■ Task to carry out ■
Using the listing below, report all lines holding the word "paths".

------------------------------------------------------------

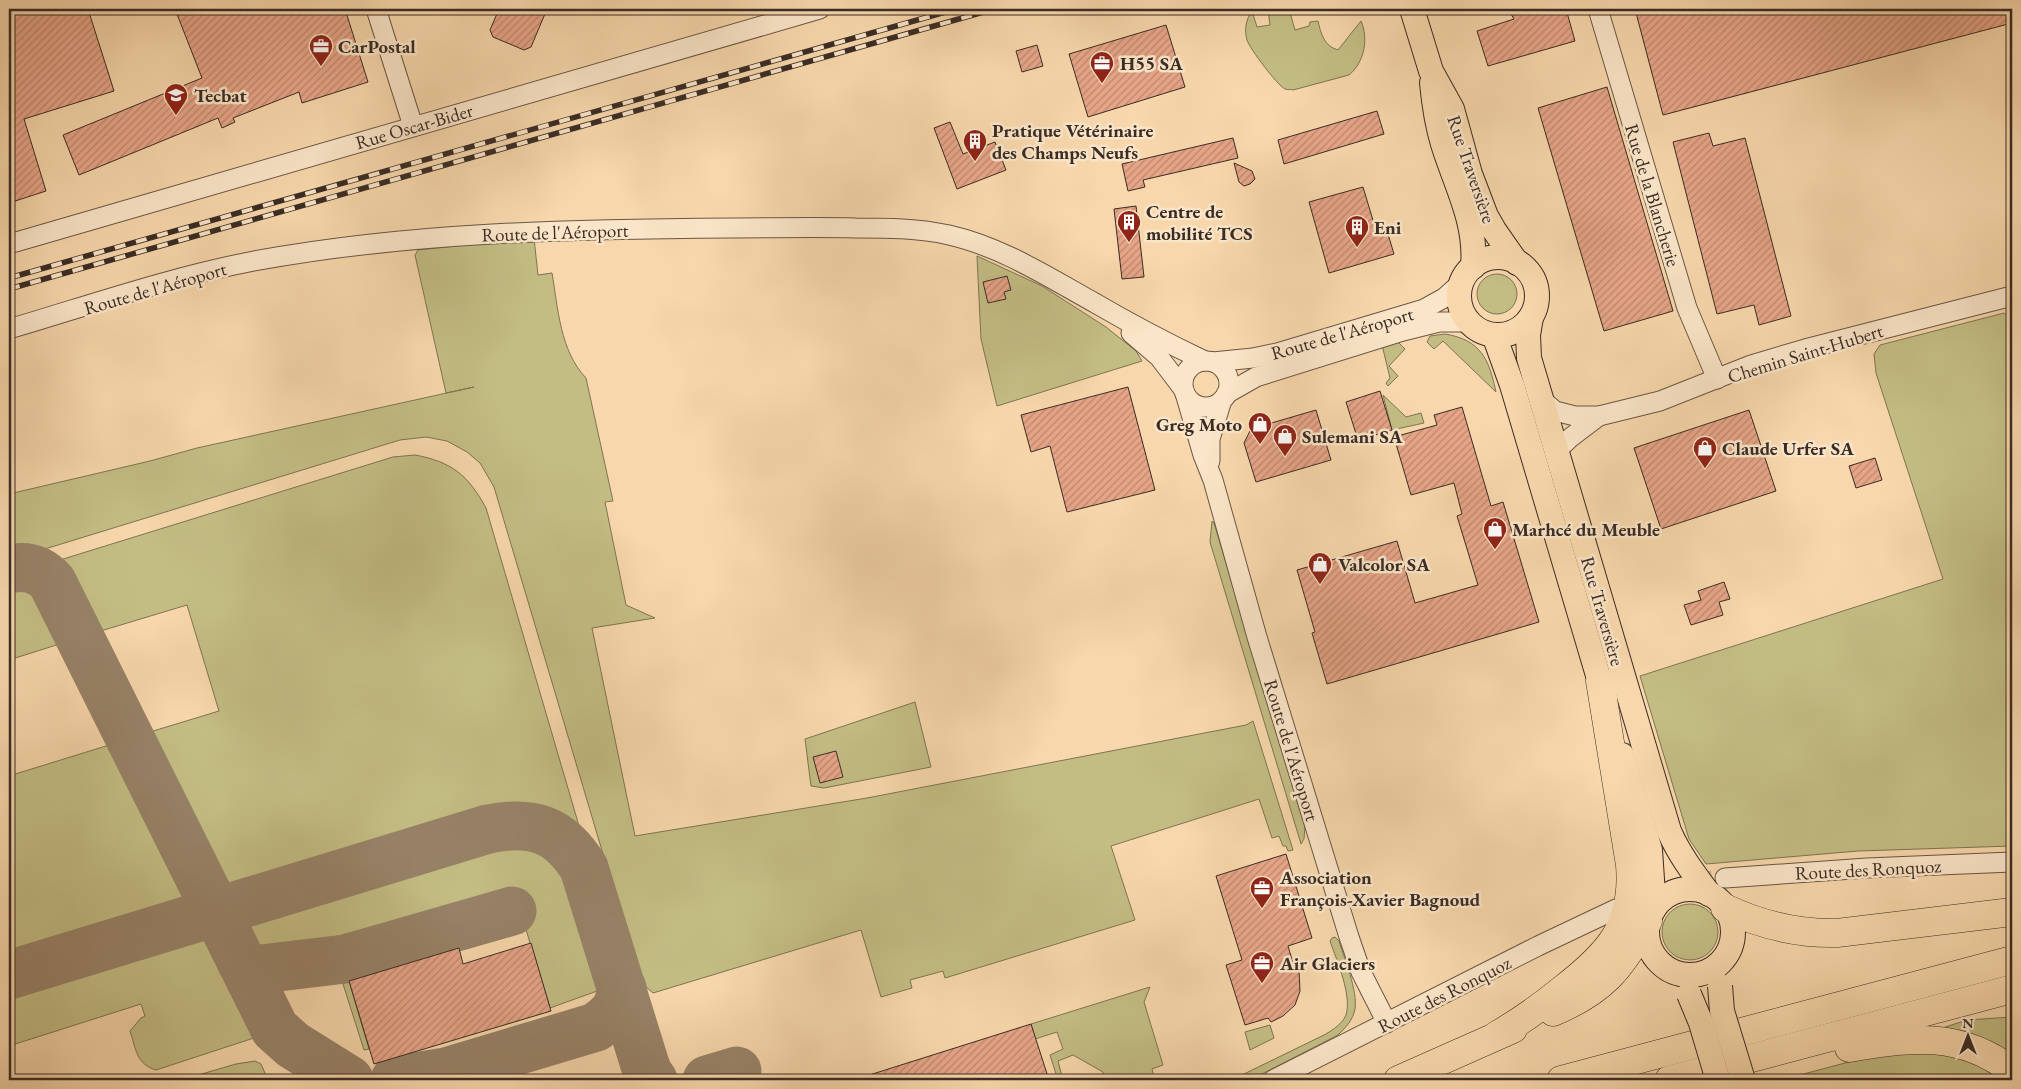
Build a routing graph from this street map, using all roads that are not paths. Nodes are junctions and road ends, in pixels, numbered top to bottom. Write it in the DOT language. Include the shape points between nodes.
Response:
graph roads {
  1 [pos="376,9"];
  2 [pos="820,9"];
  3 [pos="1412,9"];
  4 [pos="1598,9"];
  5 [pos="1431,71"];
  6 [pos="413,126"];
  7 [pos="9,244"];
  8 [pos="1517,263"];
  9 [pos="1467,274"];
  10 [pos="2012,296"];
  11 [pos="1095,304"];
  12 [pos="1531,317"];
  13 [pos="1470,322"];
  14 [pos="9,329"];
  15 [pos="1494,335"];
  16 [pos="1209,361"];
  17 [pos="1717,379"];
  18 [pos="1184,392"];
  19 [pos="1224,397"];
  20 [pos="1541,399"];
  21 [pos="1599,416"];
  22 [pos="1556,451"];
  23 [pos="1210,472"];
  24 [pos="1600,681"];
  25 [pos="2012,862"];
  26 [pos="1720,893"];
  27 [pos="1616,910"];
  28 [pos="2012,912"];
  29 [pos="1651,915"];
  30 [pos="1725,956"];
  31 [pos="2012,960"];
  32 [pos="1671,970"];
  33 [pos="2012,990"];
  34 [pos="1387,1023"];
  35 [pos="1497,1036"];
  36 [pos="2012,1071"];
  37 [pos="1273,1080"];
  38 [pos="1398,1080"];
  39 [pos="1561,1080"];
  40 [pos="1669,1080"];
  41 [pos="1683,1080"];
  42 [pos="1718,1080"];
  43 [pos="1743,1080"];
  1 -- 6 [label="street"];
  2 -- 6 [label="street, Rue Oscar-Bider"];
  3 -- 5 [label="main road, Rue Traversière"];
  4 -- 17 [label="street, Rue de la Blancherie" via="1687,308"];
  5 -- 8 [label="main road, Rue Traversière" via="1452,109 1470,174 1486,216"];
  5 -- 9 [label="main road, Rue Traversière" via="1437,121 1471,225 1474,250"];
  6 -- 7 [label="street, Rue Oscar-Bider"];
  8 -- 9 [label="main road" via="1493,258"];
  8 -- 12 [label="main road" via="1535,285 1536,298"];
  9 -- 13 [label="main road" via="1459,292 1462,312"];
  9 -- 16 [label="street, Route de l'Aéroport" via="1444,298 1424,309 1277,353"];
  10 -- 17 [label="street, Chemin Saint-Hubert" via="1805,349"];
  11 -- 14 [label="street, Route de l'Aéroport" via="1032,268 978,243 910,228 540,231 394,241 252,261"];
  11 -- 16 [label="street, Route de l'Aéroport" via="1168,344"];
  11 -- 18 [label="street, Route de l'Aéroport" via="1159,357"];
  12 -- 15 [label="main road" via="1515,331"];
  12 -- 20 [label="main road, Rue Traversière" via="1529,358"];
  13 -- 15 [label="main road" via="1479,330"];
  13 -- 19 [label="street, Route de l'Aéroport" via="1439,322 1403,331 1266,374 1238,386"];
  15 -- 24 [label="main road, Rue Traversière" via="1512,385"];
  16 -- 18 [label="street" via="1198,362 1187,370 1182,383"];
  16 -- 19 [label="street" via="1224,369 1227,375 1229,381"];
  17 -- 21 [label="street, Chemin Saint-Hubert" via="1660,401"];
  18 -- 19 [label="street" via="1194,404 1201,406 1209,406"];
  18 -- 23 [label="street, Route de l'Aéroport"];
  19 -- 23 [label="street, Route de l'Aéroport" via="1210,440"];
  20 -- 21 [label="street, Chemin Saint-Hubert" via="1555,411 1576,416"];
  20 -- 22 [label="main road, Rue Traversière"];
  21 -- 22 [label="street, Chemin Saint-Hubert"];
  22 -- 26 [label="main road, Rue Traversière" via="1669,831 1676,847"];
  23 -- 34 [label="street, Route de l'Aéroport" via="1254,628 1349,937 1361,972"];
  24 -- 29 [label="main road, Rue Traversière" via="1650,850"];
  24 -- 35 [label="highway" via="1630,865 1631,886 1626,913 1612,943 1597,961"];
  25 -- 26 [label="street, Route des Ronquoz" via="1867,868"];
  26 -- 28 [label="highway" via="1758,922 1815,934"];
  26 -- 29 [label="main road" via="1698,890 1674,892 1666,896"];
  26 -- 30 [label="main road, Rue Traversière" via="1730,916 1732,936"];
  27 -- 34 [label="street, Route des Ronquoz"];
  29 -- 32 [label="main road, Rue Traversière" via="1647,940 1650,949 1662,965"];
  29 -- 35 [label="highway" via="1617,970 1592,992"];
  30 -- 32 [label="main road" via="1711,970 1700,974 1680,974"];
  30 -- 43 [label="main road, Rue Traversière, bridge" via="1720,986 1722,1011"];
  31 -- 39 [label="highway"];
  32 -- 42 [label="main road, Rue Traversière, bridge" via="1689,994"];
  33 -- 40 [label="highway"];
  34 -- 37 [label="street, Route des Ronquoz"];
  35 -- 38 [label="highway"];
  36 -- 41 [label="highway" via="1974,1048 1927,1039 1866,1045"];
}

------------------------------------------------------------

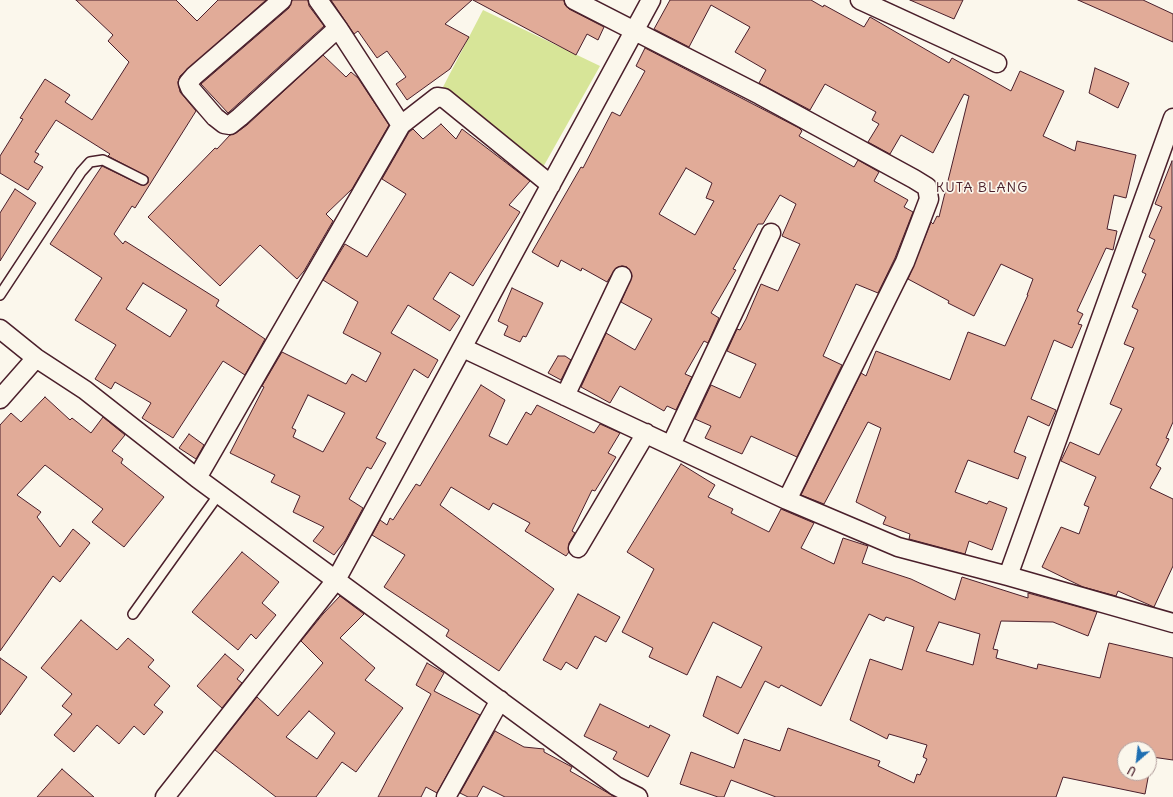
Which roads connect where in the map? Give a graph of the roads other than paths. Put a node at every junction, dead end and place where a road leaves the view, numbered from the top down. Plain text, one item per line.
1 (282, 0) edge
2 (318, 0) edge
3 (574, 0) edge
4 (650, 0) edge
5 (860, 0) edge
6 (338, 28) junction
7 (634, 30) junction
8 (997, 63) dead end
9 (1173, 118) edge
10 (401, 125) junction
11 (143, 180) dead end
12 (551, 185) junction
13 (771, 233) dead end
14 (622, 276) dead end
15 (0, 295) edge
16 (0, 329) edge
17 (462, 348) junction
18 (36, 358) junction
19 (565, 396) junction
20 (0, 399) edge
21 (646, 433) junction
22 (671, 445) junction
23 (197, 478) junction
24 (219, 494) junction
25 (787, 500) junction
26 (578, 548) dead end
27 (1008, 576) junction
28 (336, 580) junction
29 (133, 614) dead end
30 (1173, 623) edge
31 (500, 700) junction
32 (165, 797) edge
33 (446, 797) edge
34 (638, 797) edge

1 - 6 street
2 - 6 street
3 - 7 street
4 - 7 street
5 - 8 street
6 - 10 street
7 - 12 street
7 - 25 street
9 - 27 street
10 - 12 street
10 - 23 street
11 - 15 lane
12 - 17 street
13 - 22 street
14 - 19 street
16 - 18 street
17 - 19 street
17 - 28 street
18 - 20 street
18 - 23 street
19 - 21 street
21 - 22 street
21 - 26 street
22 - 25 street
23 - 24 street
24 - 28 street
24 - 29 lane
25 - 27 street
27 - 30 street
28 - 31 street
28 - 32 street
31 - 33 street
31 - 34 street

------------------------------------------------------------

■ Your solution ■
Build a routing graph from this street map, using all roads that are not paths. Nodes are junctions and road ends, in pixels, numbered top to bottom. Write it in the DOT language. Include the shape points between nodes.
Which roads connect where in the map? Give a graph of the roads other than paths. Put a node at every junction, dead end and place where a road leaves the view, numbered from the top down. Plain text, one item per line.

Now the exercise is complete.